▸ What is being asked
Look for "tunnel" in the records and copy every line that has it.

▸ Stored entries
▶
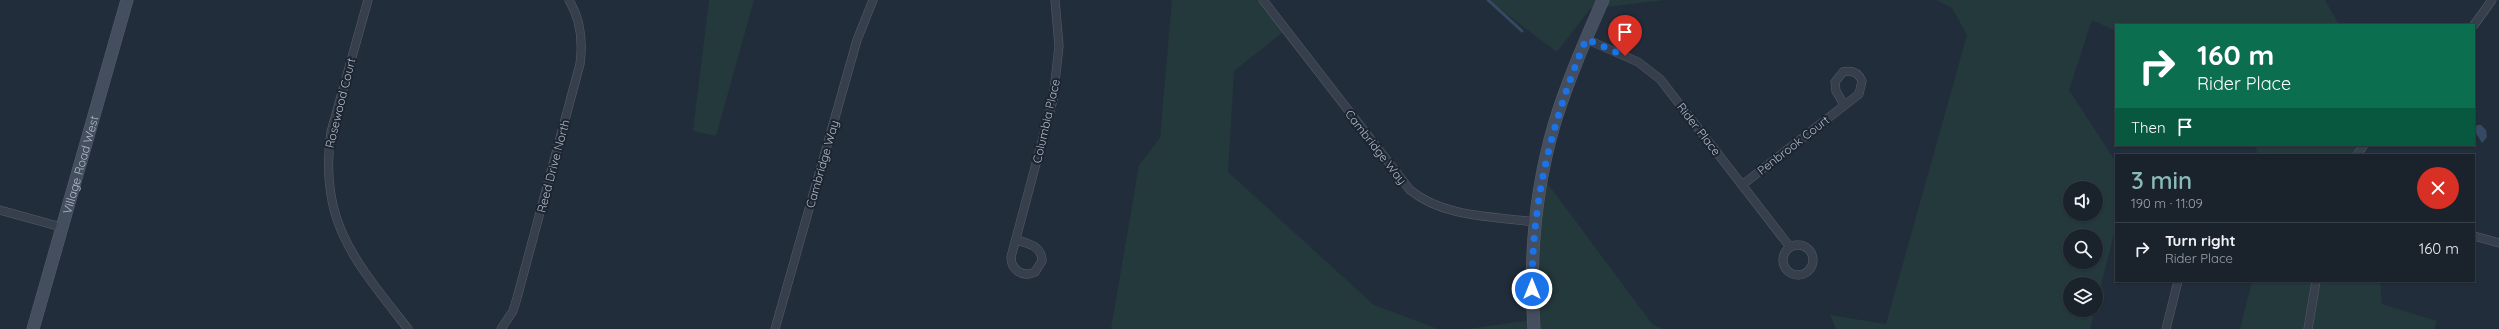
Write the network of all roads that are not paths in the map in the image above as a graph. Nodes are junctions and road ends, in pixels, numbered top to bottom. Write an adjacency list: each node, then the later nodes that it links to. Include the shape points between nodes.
1 (127, 0): 15 (street, Village Road West)
2 (368, 0): 23 (street, Rosewood Court, via 331,132 328,160 330,195 342,236 351,254)
3 (569, 0): 24 (street, Reed Drive North, via 582,36 580,64 517,298 513,311)
4 (873, 0): 25 (street, Cambridge Way, via 857,40)
5 (1055, 0): 17 (street, Columbia Place, via 1059,46 1053,100)
6 (1263, 0): 14 (street, Cambridge Way, via 1410,190 1422,200 1449,211)
7 (1603, 0): 10 (street)
8 (2492, 0): 9 (street)
9 (2475, 24)
10 (1586, 39): 12 (street, Rider Place, via 1638,62 1660,79); 14 (street, via 1554,126 1541,181)
11 (1844, 105): 12 (street, Penbrook Court)
12 (1742, 185): 19 (street, Rider Place)
13 (0, 210): 15 (street)
14 (1535, 222): 26 (street, via 1532,264)
15 (61, 227): 22 (street, Village Road West)
16 (2475, 236): 18 (street)
17 (1016, 240): 17 (street, Columbia Place, via 1011,257 1014,267 1025,274 1035,272 1042,261 1040,252 1033,245)
18 (2499, 243)
19 (1790, 247)
20 (2178, 282): 27 (street)
21 (2316, 282): 28 (street)
22 (33, 329)
23 (408, 329)
24 (501, 329)
25 (775, 329)
26 (1534, 329)
27 (2166, 329)
28 (2308, 329)

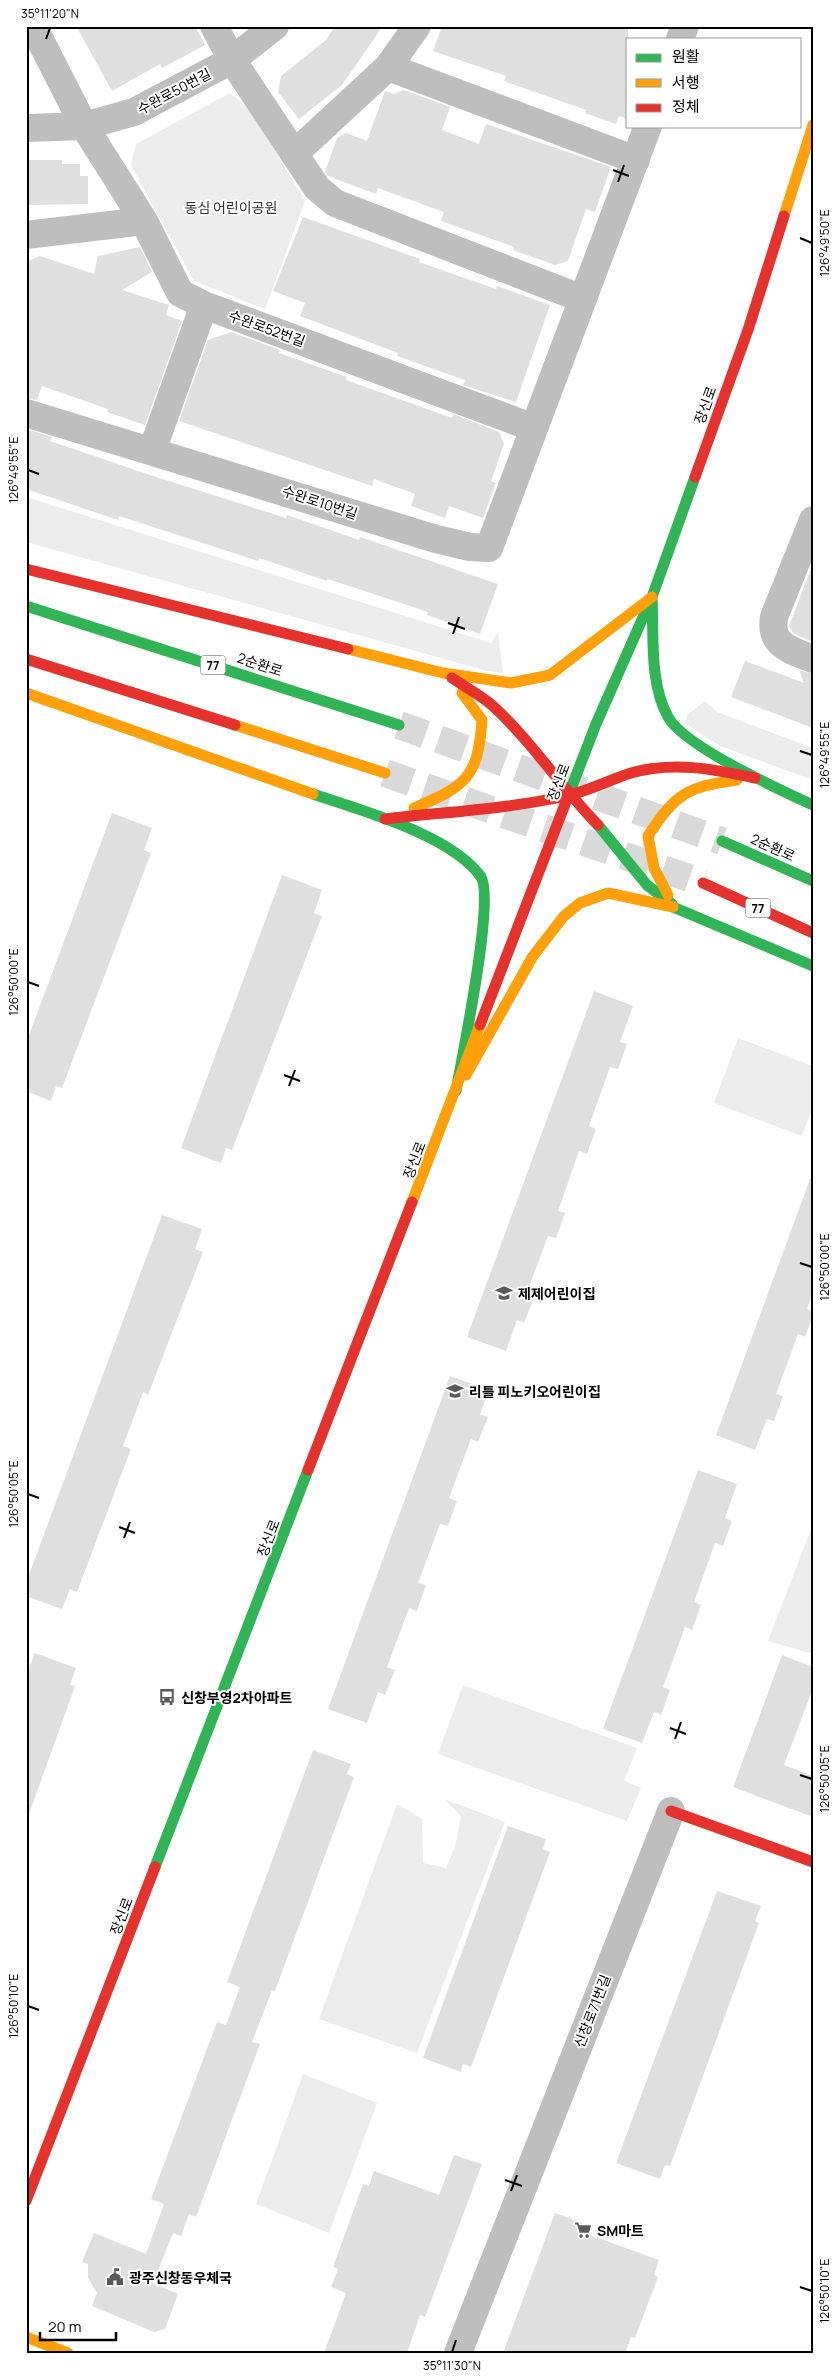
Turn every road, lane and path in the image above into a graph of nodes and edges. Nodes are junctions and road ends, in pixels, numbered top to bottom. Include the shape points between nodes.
1 (214, 26) edge
2 (275, 26) edge
3 (417, 26) edge
4 (685, 26) edge
5 (33, 35) edge
6 (680, 38) edge
7 (232, 60) junction
8 (388, 67) junction
9 (813, 125) edge
10 (84, 126) junction
11 (26, 128) edge
12 (647, 128) edge
13 (294, 154) junction
14 (636, 160) junction
15 (144, 221) junction
16 (26, 236) edge
17 (583, 299) junction
18 (204, 305) junction
19 (26, 413) edge
20 (534, 428) junction
21 (152, 451) junction
22 (813, 520) edge
23 (26, 568) edge
24 (652, 597) junction
25 (26, 606) edge
26 (26, 659) edge
27 (813, 659) edge
28 (443, 673) junction
29 (26, 693) edge
30 (399, 724) tunnel mouth
31 (385, 773) tunnel mouth
32 (755, 778) junction
33 (569, 796) junction
34 (813, 805) edge
35 (385, 819) junction
36 (722, 841) tunnel mouth
37 (813, 881) edge
38 (703, 883) tunnel mouth
39 (677, 908) junction
40 (813, 933) edge
41 (813, 966) edge
42 (456, 1091) junction
43 (671, 1811) joint
44 (813, 1862) edge
45 (26, 2201) edge
46 (26, 2337) edge
47 (68, 2353) edge
48 (458, 2353) edge

1 - 7 street
2 - 7 street, 수완로50번길
3 - 8 street
4 - 6 street
5 - 10 street
7 - 10 street, 수완로50번길 via 134,112
7 - 13 street
8 - 13 street
8 - 14 street
9 - 24 main road, 장신로 via 748,330
10 - 11 street, 수완로50번길
10 - 15 street, 수완로52번길
12 - 14 street
13 - 17 street via 317,188 335,204
14 - 17 street
15 - 16 street
15 - 18 street, 수완로52번길 via 180,293
17 - 20 street
18 - 20 street, 수완로52번길
18 - 21 street
19 - 21 street, 수완로10번길
20 - 21 street, 수완로10번길 via 489,548 470,548 436,539
22 - 27 street via 772,629 787,649
23 - 28 main road
24 - 28 main road via 550,674 511,684
24 - 32 main road via 658,696 668,720 677,730
24 - 33 main road, 장신로 via 596,724
25 - 30 main road, 2순환로 / 77
26 - 31 main road
28 - 33 main road via 492,705 522,736
28 - 35 main road via 469,700 482,720 479,758 470,776 456,789
29 - 35 main road
32 - 33 main road via 683,764 662,766 638,771
32 - 34 main road
32 - 39 main road via 712,783 688,790 668,805 648,836 654,868
33 - 35 main road
33 - 39 main road via 611,839 647,885
33 - 42 main road, 장신로
35 - 42 main road via 450,848 482,879 485,898 481,941
36 - 37 main road, 2순환로
38 - 40 main road, 77
39 - 41 main road
39 - 42 main road via 608,893 580,903 564,916 533,956
42 - 45 main road, 장신로
43 - 44 main road, 신창로71번길
43 - 48 street, 신창로71번길
46 - 47 main road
◀
▸ Task solution
30 (399, 724) tunnel mouth
31 (385, 773) tunnel mouth
36 (722, 841) tunnel mouth
38 (703, 883) tunnel mouth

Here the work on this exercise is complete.